Ingrid van Engelshoven, the Dutch Minister of Education, Culture and Science ©Hans Roggen
Ingrid van Engelshoven, the Dutch Minister of Education, Culture and Science ©Hans Roggen

Minister of Education, Culture and Science pays working visit to Van Gogh Museum

Van Engelshoven: ‘The coronavirus crisis also significantly impacts the Van Gogh Museum. Closing their doors to the public has resulted in a range of concerns, including those of a financial nature, which we discussed. It is heartening to see and hear that the Van Gogh Museum is working hard on feasible plans for the future and is making every effort to ensure that they will soon be able to safely welcome visitors to the museum’.

The Van Gogh Museum reopens to the public on 1 June, so long as the situation permits it. The health and safety of visitors and staff remains the priority. Emilie Gordenker, Director of the Van Gogh Museum: ‘Art – especially the work of Vincent van Gogh – is what unites us; it offers comfort and hope. We are delighted to be able to reopen the Van Gogh Museum to the public, to offer them an inspirational experience with full commitment to their safety. We are very much looking forward to welcoming visitors back to our museum’.

 

Measures

In order to ensure that museum visits are as safe as possible, the Van Gogh Museum will welcome a limited number of visitors each day. Tickets are only available through the museum website, which will allow the museum to regulate the number of visitors and distribute visits throughout the day. The museum expects to restart (online) ticket sales on Monday 25 May 2020 for the first visits in June.

 

Exhibition In the Picture extended to 30 August 2020

The exhibition In the Picture opened on 21 February and was due to remain on display until 24 May 2020. As a result of the measures introduced to reduce the spread of coronavirus, the exhibition – and the rest of the Van Gogh Museum – closed on 13 March. The extension to 30 August will mean that more visitors will have the opportunity to view the exhibition

In the Picture focuses on the genre of artists’ portraits. In addition to numerous self-portraits by Vincent van Gogh, including the renowned Self-Portrait with Bandaged Ear (1889) from The Courtauld Gallery in London and Self-Portrait (1889) from the Nasjonalmuseet in Oslo – the authenticity of which is no longer doubted – the exhibition also features portraits by artists including Edvard Munch, Thérèse Schwartze, Gustave Courbet, Berthe Morisot and Helene Schjerfbeck.

 

Peasant Burning Weeds on display from 1 June 2020

Peasant Burning Weeds (1883) by Vincent van Gogh, jointly acquired by the Van Gogh Museum and the Drents Museum in November 2019, will be on display at the Van Gogh Museum from 1 June.

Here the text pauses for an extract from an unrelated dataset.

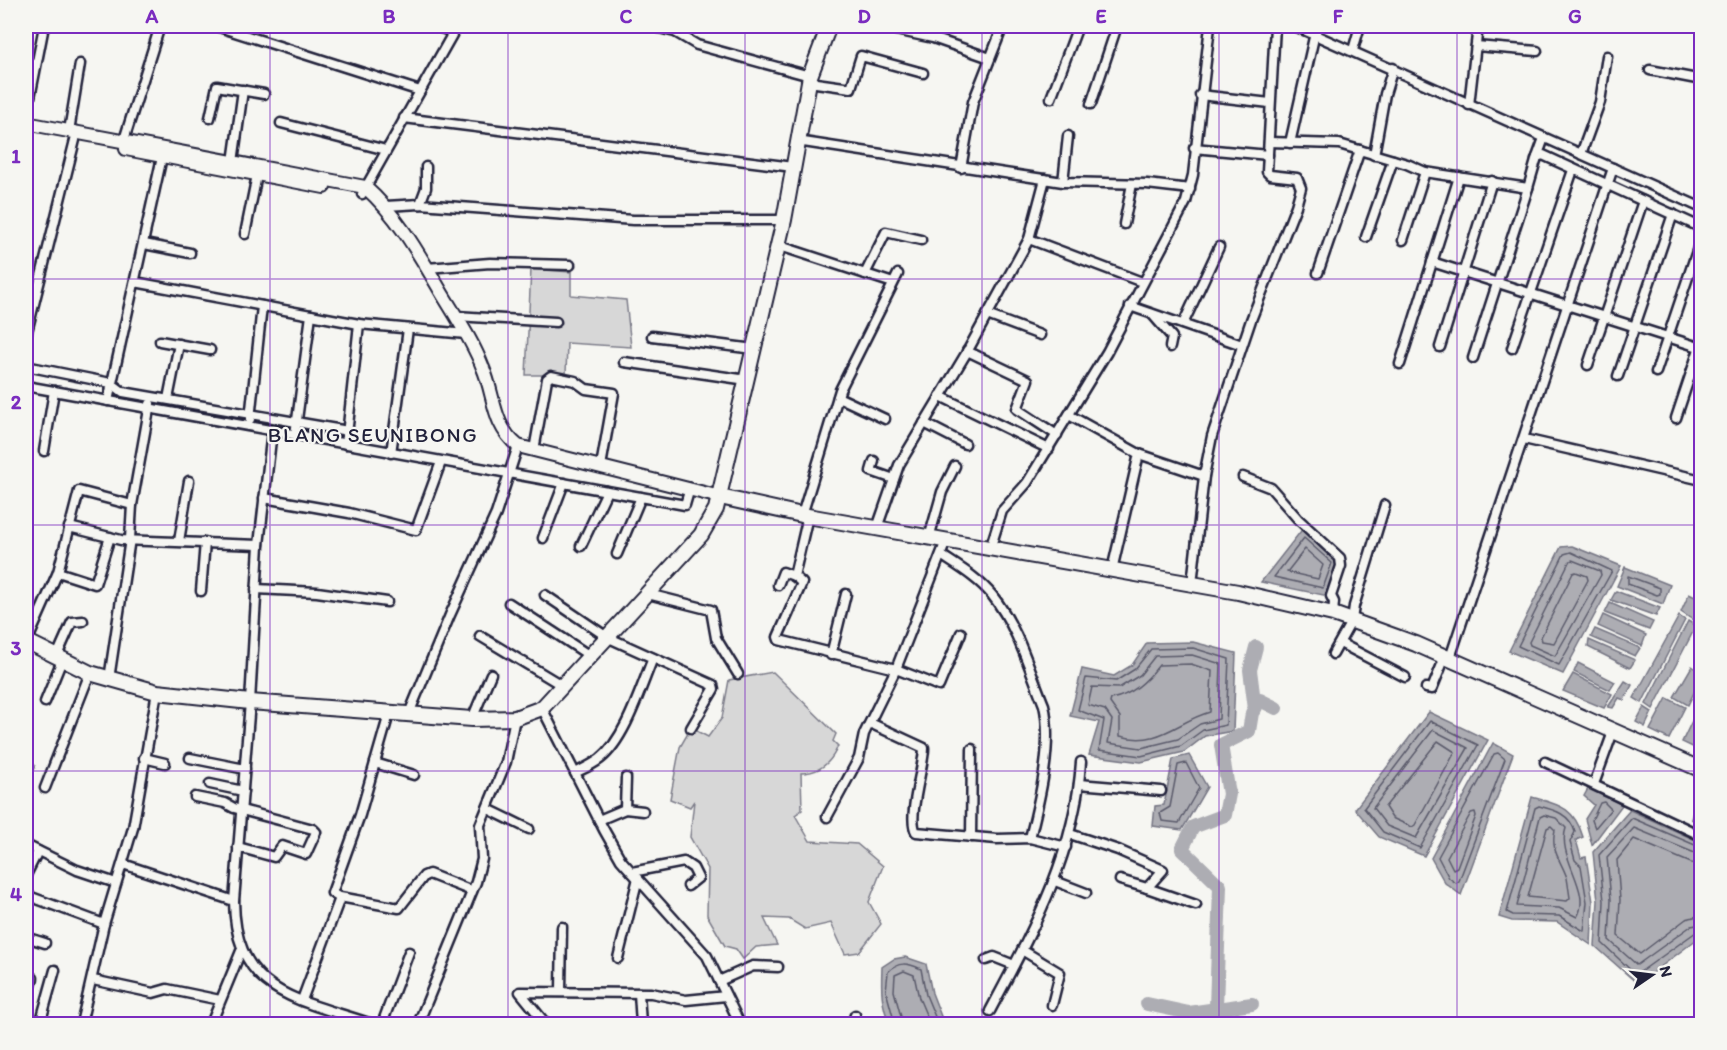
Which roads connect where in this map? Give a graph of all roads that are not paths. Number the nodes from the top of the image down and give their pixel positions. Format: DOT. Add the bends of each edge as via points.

Van Gogh painted the work in Drenthe, where he stayed in the autumn of 1883 and captured the landscape in paintings and drawings. This is one of the few paintings from this period to have survived. Peasant Burning Weeds is exhibited alternately at the two museums.

 

Exhibition ‘Your loving Vincent’: Van Gogh’s Greatest Letters from 9 October 2020 to 10 January 2021

Vincent van Gogh was not only a talented artist, but also an avid letter writer. While the majority of his letters are in the Van Gogh Museum collection, they are rarely put on public display due to their fragility. The exhibition ‘Your loving Vincent’: Van Gogh’s Greatest Letters offers visitors the remarkable opportunity to view some 40 of Vincent van Gogh’s fascinating letters alongside iconic artworks such as The Bedroom (1888), The Sower (1888) and The Potato Eaters (1885).

 

Van Gogh Museum Loans

Ahead of the reopening, the museum is making several Museum Editions (high-quality 3D-reproductions) of Van Gogh’s masterpieces available to Dutch Van Gogh fans nominated as deserving recipients by a friend, neighbour, colleague or family member.

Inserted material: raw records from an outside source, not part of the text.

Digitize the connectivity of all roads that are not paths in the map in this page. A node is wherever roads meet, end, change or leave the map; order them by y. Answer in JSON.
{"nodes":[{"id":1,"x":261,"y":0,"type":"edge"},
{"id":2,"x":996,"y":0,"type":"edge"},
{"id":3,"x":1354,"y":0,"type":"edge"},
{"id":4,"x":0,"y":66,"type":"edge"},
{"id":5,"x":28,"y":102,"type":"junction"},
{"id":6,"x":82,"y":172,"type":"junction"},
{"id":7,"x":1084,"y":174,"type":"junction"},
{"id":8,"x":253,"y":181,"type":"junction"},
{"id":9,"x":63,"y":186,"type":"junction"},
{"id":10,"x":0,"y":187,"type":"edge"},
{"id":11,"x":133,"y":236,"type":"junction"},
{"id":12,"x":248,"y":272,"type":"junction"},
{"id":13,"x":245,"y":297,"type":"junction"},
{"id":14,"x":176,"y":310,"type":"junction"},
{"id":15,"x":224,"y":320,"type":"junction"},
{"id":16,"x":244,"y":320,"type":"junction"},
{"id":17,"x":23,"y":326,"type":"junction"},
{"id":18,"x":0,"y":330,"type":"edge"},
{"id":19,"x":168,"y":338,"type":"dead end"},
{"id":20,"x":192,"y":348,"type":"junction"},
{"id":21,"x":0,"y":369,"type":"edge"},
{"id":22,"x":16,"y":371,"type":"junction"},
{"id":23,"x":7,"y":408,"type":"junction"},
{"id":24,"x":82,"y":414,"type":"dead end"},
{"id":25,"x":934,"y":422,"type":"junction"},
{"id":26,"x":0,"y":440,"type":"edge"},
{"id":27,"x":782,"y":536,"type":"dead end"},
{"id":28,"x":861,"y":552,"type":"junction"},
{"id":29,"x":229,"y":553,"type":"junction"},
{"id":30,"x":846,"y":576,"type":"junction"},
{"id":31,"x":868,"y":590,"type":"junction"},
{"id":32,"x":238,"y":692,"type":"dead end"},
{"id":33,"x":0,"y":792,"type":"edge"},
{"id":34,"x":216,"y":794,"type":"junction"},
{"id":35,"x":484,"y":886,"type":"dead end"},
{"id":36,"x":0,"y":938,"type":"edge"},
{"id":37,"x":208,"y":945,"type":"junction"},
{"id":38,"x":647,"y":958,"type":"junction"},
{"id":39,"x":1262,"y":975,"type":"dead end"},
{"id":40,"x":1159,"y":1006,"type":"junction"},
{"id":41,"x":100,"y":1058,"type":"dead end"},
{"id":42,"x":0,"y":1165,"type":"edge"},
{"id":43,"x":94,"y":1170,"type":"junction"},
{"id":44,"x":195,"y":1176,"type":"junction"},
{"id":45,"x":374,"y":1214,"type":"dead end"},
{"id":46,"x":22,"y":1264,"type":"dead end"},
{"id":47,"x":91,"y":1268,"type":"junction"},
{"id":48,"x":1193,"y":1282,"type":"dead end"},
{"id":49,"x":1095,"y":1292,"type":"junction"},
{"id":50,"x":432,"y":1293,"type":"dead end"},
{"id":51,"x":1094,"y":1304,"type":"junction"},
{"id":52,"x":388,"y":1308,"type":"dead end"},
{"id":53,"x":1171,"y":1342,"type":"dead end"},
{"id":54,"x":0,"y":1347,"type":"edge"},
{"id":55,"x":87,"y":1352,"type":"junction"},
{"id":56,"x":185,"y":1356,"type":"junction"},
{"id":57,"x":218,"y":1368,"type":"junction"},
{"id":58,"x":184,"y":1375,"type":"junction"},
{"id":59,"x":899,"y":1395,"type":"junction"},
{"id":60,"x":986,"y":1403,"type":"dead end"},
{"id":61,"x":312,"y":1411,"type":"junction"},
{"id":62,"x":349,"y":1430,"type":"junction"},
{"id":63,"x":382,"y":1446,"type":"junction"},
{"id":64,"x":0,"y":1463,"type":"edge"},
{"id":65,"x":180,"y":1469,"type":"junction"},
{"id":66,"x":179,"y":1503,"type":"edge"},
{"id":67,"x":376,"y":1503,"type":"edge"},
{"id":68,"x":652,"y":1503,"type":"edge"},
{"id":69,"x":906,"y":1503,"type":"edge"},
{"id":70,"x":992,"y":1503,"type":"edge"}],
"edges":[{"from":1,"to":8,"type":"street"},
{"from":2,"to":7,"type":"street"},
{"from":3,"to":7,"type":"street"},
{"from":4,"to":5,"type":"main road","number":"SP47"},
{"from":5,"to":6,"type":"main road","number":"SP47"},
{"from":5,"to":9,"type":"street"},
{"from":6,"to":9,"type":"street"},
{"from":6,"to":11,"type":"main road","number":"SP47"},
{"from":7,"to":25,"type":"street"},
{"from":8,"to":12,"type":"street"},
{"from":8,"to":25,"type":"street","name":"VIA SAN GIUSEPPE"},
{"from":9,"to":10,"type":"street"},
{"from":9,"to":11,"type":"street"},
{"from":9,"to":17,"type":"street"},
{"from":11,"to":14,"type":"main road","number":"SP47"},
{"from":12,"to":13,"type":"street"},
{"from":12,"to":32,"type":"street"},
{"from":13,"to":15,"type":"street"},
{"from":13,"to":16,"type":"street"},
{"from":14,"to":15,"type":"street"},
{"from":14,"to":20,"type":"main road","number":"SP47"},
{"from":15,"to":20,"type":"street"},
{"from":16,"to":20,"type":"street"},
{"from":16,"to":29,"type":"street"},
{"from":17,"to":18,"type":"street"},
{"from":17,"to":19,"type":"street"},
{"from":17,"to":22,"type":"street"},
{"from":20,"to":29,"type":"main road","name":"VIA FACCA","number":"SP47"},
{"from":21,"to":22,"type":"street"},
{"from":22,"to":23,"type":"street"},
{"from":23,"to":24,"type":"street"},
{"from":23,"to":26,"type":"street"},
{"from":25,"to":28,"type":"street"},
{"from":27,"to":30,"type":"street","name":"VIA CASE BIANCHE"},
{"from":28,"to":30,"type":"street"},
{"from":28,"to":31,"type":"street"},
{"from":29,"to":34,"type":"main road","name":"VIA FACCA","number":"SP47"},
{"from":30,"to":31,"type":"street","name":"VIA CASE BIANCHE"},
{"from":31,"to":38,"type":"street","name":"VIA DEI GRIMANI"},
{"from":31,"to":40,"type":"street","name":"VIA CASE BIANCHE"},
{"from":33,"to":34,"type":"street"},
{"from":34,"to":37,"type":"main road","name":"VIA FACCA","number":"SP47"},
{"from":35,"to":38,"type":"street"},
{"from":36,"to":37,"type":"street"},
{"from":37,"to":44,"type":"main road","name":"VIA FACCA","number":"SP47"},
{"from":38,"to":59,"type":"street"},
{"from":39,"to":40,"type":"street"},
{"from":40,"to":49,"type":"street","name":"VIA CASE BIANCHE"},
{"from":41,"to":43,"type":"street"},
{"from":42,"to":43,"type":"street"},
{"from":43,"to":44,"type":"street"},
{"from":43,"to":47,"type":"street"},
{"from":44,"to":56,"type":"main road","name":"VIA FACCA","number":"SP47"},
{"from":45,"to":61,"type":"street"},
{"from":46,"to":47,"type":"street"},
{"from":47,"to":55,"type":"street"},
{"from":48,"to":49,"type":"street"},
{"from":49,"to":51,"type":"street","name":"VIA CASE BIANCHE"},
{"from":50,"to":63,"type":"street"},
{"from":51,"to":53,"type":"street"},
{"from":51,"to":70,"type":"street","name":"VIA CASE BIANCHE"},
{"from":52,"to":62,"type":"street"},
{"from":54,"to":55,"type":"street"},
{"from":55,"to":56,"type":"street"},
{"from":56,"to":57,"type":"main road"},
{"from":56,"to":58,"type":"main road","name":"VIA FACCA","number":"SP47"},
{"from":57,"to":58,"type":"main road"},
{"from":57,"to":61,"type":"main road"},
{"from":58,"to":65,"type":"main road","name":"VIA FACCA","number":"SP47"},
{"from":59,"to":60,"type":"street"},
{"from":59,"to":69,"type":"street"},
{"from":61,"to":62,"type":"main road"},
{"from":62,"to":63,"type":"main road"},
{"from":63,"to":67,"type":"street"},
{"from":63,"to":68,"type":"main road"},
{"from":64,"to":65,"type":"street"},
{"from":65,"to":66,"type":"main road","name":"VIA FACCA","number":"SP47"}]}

Vincent van Gogh, Self-portrait with Bandaged Ear, 1889, The Samuel Courtauld Trust, The Courtauld Gallery, Londen. On view in the exhibition In the Picture in at the Van Gogh Museum (till 30 August 2020).
Vincent van Gogh, Self-portrait with Bandaged Ear, 1889, The Samuel Courtauld Trust, The Courtauld Gallery, Londen. On view in the exhibition In the Picture in at the Van Gogh Museum (till 30 August 2020).

On the website of the Van Gogh Museum, people are invited to make a nomination by saying why they feel that their nominee deserves to have a Van Gogh at home. Participants can state their preference for one of nine different Museum Editions, including Almond Blossom (1890), Sunflowers (1889) and Landscape at Twilight (1890).